I just put it down all the way. We began skidding across the road, me and this out of control machine. My hands were clenching the handles hard. I tried to kick away the bottom of the bike to get the back tire and chain away from my right leg. My helmet was on the ground, skidding and bumping along. I could see the tarmac streaking by about sixty miles an hour, an inch from my face. No helmet and I'd have been just another statistic, another closed casket.

I looked up and all I could see was a big flat truck bumper. I was heading straight for the underside of the oncoming truck. Fortunately he'd seen me put the bike down and hit his brakes. The blue smoke was starting to scream out the bottoms of his tires, and the cab began to hop around the road, hop and lift up. He was looking straight down at me. After what seemed like an eternity, I stopped within inches of impact.

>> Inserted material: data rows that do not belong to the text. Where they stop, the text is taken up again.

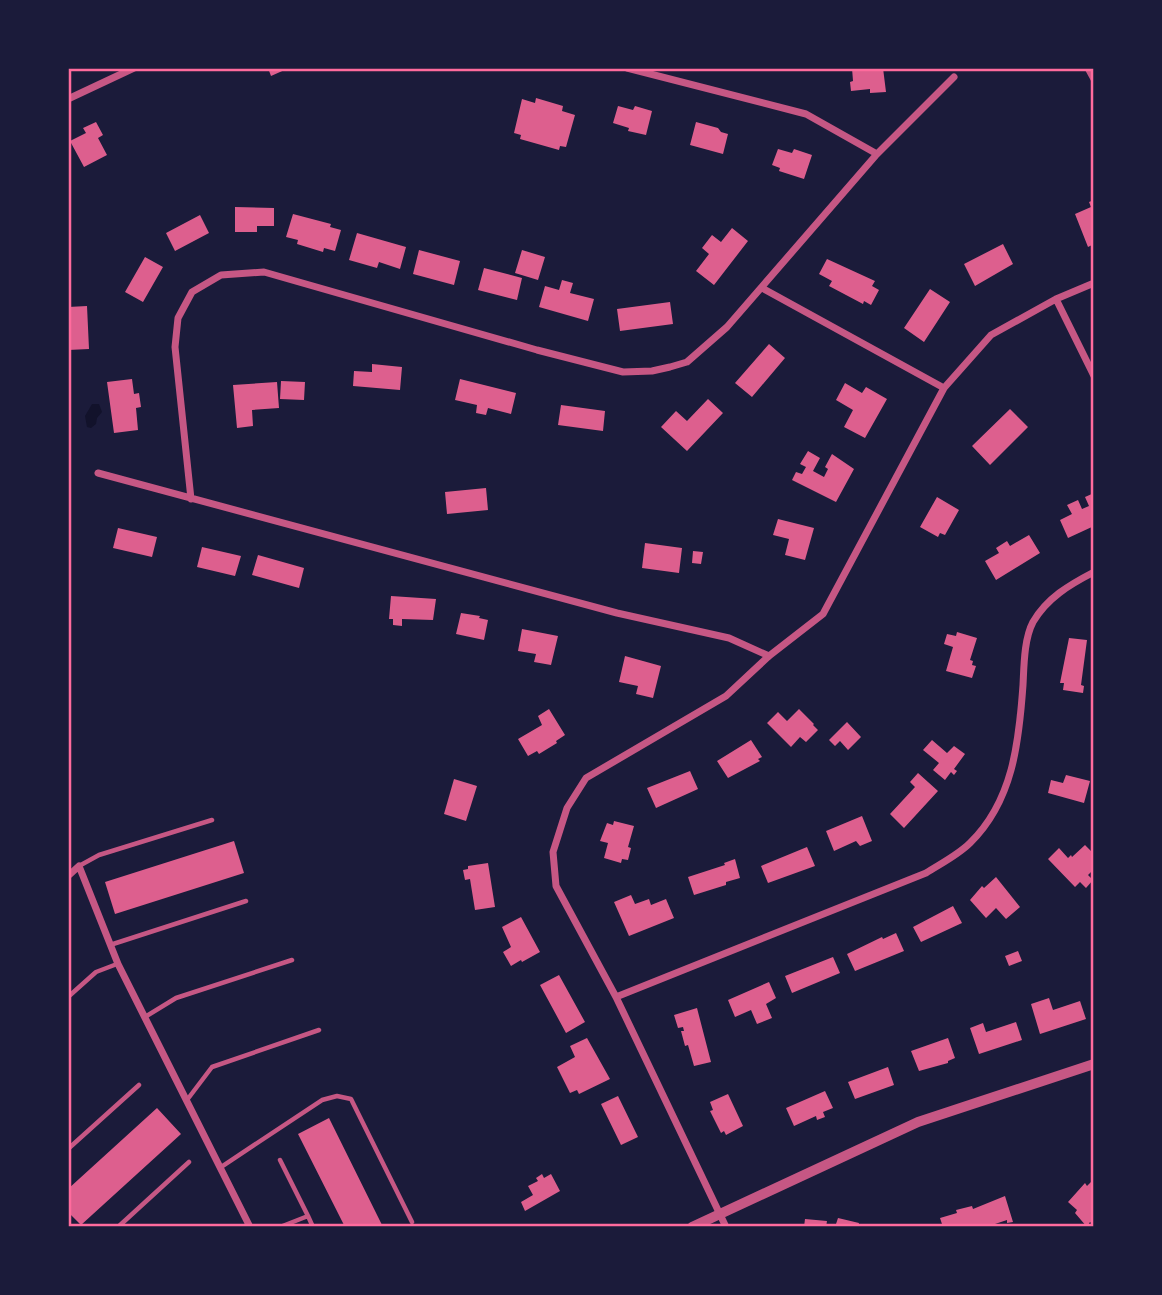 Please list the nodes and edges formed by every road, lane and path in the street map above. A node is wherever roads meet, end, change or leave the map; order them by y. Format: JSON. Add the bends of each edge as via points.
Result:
{"nodes":[{"id":1,"x":134,"y":68,"type":"edge"},
{"id":2,"x":627,"y":68,"type":"edge"},
{"id":3,"x":1088,"y":68,"type":"edge"},
{"id":4,"x":954,"y":77,"type":"dead end"},
{"id":5,"x":1094,"y":79,"type":"edge"},
{"id":6,"x":68,"y":99,"type":"edge"},
{"id":7,"x":877,"y":155,"type":"junction"},
{"id":8,"x":1094,"y":284,"type":"edge"},
{"id":9,"x":762,"y":288,"type":"junction"},
{"id":10,"x":1056,"y":299,"type":"junction"},
{"id":11,"x":1094,"y":376,"type":"edge"},
{"id":12,"x":944,"y":388,"type":"junction"},
{"id":13,"x":98,"y":473,"type":"dead end"},
{"id":14,"x":191,"y":499,"type":"junction"},
{"id":15,"x":1094,"y":572,"type":"edge"},
{"id":16,"x":769,"y":656,"type":"junction"},
{"id":17,"x":212,"y":820,"type":"dead end"},
{"id":18,"x":79,"y":866,"type":"junction"},
{"id":19,"x":68,"y":876,"type":"edge"},
{"id":20,"x":246,"y":901,"type":"dead end"},
{"id":21,"x":110,"y":945,"type":"junction"},
{"id":22,"x":292,"y":960,"type":"dead end"},
{"id":23,"x":118,"y":964,"type":"junction"},
{"id":24,"x":68,"y":997,"type":"edge"},
{"id":25,"x":616,"y":997,"type":"junction"},
{"id":26,"x":144,"y":1018,"type":"junction"},
{"id":27,"x":319,"y":1030,"type":"dead end"},
{"id":28,"x":1094,"y":1064,"type":"edge"},
{"id":29,"x":139,"y":1085,"type":"dead end"},
{"id":30,"x":186,"y":1101,"type":"junction"},
{"id":31,"x":68,"y":1149,"type":"edge"},
{"id":32,"x":280,"y":1160,"type":"dead end"},
{"id":33,"x":188,"y":1162,"type":"dead end"},
{"id":34,"x":221,"y":1167,"type":"junction"},
{"id":35,"x":721,"y":1214,"type":"junction"},
{"id":36,"x":307,"y":1216,"type":"junction"},
{"id":37,"x":412,"y":1222,"type":"dead end"},
{"id":38,"x":118,"y":1227,"type":"edge"},
{"id":39,"x":250,"y":1227,"type":"edge"},
{"id":40,"x":280,"y":1227,"type":"edge"},
{"id":41,"x":313,"y":1227,"type":"edge"},
{"id":42,"x":692,"y":1227,"type":"edge"},
{"id":43,"x":726,"y":1227,"type":"edge"}],
"edges":[{"from":1,"to":6,"type":"street"},
{"from":2,"to":7,"type":"street","via":[[806,114]]},
{"from":3,"to":5,"type":"street"},
{"from":4,"to":7,"type":"street"},
{"from":7,"to":9,"type":"street"},
{"from":8,"to":10,"type":"street"},
{"from":9,"to":12,"type":"street"},
{"from":9,"to":14,"type":"street","via":[[687,362],[623,372],[264,272],[221,275],[192,292],[178,318],[175,347]]},
{"from":10,"to":11,"type":"street"},
{"from":10,"to":12,"type":"street","via":[[990,335]]},
{"from":12,"to":16,"type":"street","via":[[823,614]]},
{"from":13,"to":14,"type":"street"},
{"from":14,"to":16,"type":"street","via":[[617,613],[729,638]]},
{"from":15,"to":25,"type":"street","via":[[1046,603],[1031,625],[1015,763],[988,821],[969,844],[926,873]]},
{"from":16,"to":25,"type":"street","via":[[726,696],[586,778],[567,808],[553,852],[556,886]]},
{"from":17,"to":18,"type":"lane","via":[[99,855]]},
{"from":18,"to":19,"type":"street"},
{"from":18,"to":21,"type":"street"},
{"from":20,"to":21,"type":"lane"},
{"from":21,"to":23,"type":"street"},
{"from":22,"to":26,"type":"lane","via":[[176,998]]},
{"from":23,"to":24,"type":"lane","via":[[96,972]]},
{"from":23,"to":26,"type":"street"},
{"from":25,"to":35,"type":"street"},
{"from":26,"to":30,"type":"street"},
{"from":27,"to":30,"type":"lane","via":[[212,1068]]},
{"from":28,"to":35,"type":"street","via":[[918,1122]]},
{"from":29,"to":31,"type":"lane"},
{"from":30,"to":34,"type":"street"},
{"from":32,"to":36,"type":"lane"},
{"from":33,"to":38,"type":"lane"},
{"from":34,"to":37,"type":"lane","via":[[322,1100],[337,1096],[351,1100]]},
{"from":34,"to":39,"type":"street"},
{"from":35,"to":42,"type":"street"},
{"from":35,"to":43,"type":"street"},
{"from":36,"to":40,"type":"lane"},
{"from":36,"to":41,"type":"lane"}]}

The handlebars were bent, the right peg, my glove and right boot and most of my right pants leg weren't there any more. I don't know how the leg managed to have but a few scratches on it. Talk about adrenaline, I was maxed out. That bike, normally so heavy, I'd picked up off the ground and put it down and bent the handlebars back into place. I was talking like a maniac on speed, apologizing to the truck driver, thanking him profusely for his great reflexes, assuring him I'd be all right and could walk the bike home. I just wanted to get the hell out of there.

The next day I was sore all over, in the neck, the wrist, the ankle. Needed a new helmet, too. I could hardly move that bike off its kickstand. When I took it to the shop, the two of us, me and my mechanic, couldn't make handlebars bend the least little bit.

I still have dreams about the road going by an inch from my face, and the truck looming just up ahead. I wake up, and have to go to the bathroom. My hands still shake.